Background Specific symptom dimensions have been used to establish phenotypic subgroups in recent genetic studies of bipolar disorder. In preparation for a genetic linkage study of childhood-onset bipolar disorder (COBPD), we conducted an exploratory analysis of the concordance of prominent symptom dimensions between sibling pairs ( N = 260) who screened positive for COBPD. This report presents data on the potential usefulness of these dimensions in genotyping. Method A principal components factor analysis was conducted on the symptoms of 2795 children who screened positive for COBPD on the Child Bipolar Questionnaire (CBQ). The resulting factors were used in a concordance analysis between 260 proband/sibling pairs and 260 proband/matched comparison pairs. Results Ten factors were extracted.

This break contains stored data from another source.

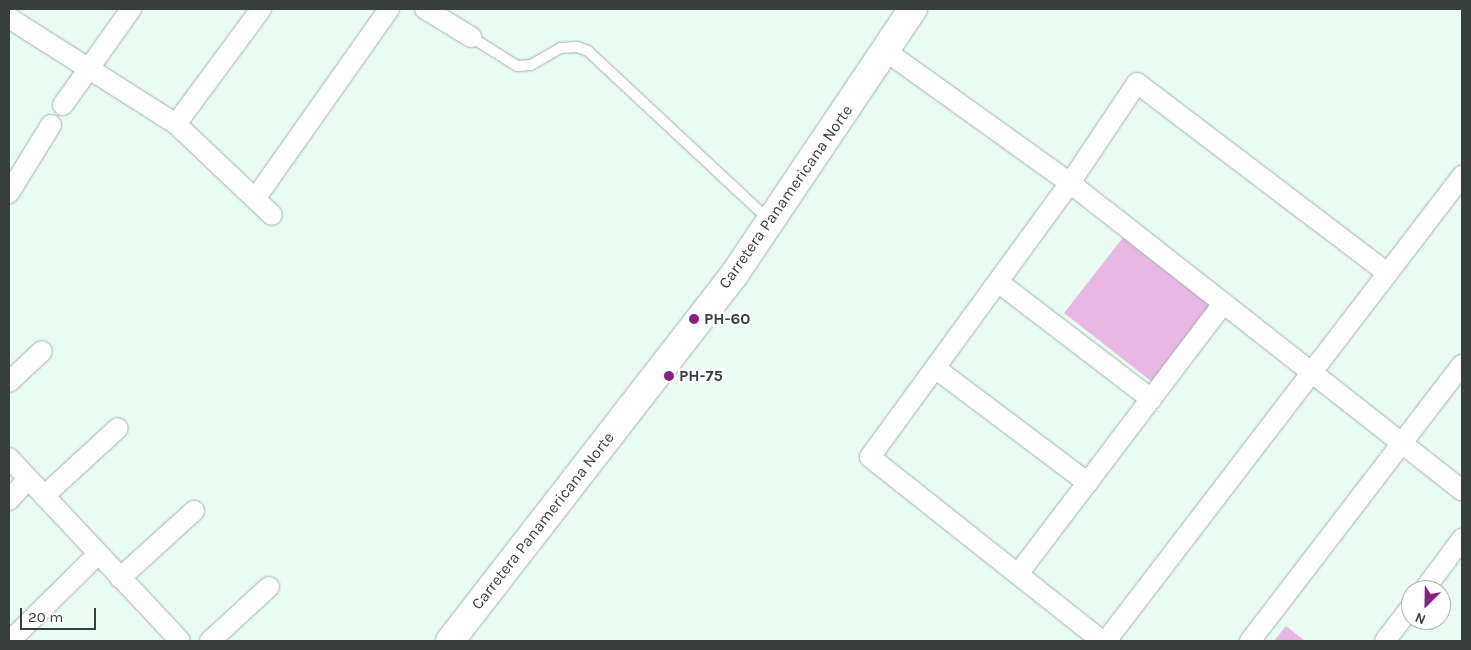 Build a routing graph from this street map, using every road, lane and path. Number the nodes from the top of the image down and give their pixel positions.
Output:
1 (131, 9) edge
2 (261, 9) edge
3 (389, 9) edge
4 (425, 9) edge
5 (913, 9) edge
6 (9, 18) edge
7 (471, 37) joint
8 (886, 52) junction
9 (87, 68) junction
10 (63, 104) dead end
11 (176, 124) junction
12 (51, 125) dead end
13 (15, 171) edge
14 (1462, 176) edge
15 (1070, 183) junction
16 (9, 193) edge
17 (255, 199) junction
18 (272, 215) dead end
19 (771, 222) junction
20 (1388, 273) junction
21 (998, 282) junction
22 (1224, 303) junction
23 (42, 351) dead end
24 (1462, 365) edge
25 (935, 368) junction
26 (1312, 371) junction
27 (9, 382) edge
28 (1151, 399) junction
29 (118, 428) dead end
30 (1402, 442) junction
31 (9, 458) edge
32 (28, 479) junction
33 (1088, 482) junction
34 (1462, 490) edge
35 (44, 496) junction
36 (9, 500) edge
37 (194, 511) dead end
38 (1462, 539) edge
39 (98, 554) junction
40 (1018, 574) junction
41 (120, 578) junction
42 (1431, 580) edge
43 (269, 587) dead end
44 (1401, 620) edge
45 (17, 634) dead end
46 (173, 639) edge
47 (210, 641) edge
48 (451, 641) edge
49 (1104, 641) edge
50 (1250, 641) edge
51 (1385, 641) edge

1 - 9 street
2 - 11 street
3 - 17 street
4 - 7 street
5 - 8 highway, Carretera Panamericana Norte
6 - 9 street
7 - 19 lane
8 - 15 street
8 - 19 highway, Carretera Panamericana Norte
9 - 10 street
9 - 11 street
11 - 17 street
12 - 13 street
13 - 16 street
14 - 20 street
15 - 20 street
15 - 21 street
15 - 22 street
17 - 18 street
19 - 48 highway, Carretera Panamericana Norte
20 - 26 street
21 - 25 street
21 - 28 street
22 - 26 street
22 - 28 street
23 - 27 street
24 - 30 street
25 - 33 street
25 - 40 street
26 - 30 street
26 - 49 street
28 - 33 street
29 - 35 street
30 - 34 street
30 - 50 street
31 - 32 street
32 - 35 street
32 - 36 street
33 - 40 street
35 - 39 street
37 - 41 street
38 - 42 street
39 - 41 street
39 - 45 street
40 - 49 street
41 - 46 street
43 - 47 street
44 - 51 street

The strongest concordance coefficients (rho) between probands and siblings, and the widest contrasts between proband/sibling vs. proband/comparison pairs, were for Factor 9 (Fear of harm), Factor 5 (Aggression), Factor 10 (Anxiety), Factor 4 (Sensory sensitivity), Factor 6 (Sleep–wake cycle disturbances), and Factor 2 (Attention/Executive function deficits). Based on factor loadings and multivariate analyses, CBQ items were selected for a “Core Index” subscale that had a robust concordance estimate in the sibpair group (rho = 0.514, 95% CI 0.450–0.577) as compared to the proband-matched comparison group (rho = 0.093, 95% CI 0.008 to 0.178). Limitations Research diagnostic interviews (K-SADS P/L) were conducted to confirm bipolar diagnosis in only a subsample ( N = 100) of the children whose data were used for the concordance analysis. Conclusions Our data suggest a profile of heritable clinical dimensions in addition to classic mood symptomatology in COBPD. These features may represent a more homogeneous phenotypic subtype of COBPD that may prove more useful for delineating the neurobiology and genetics of the disorder than standard diagnostic models.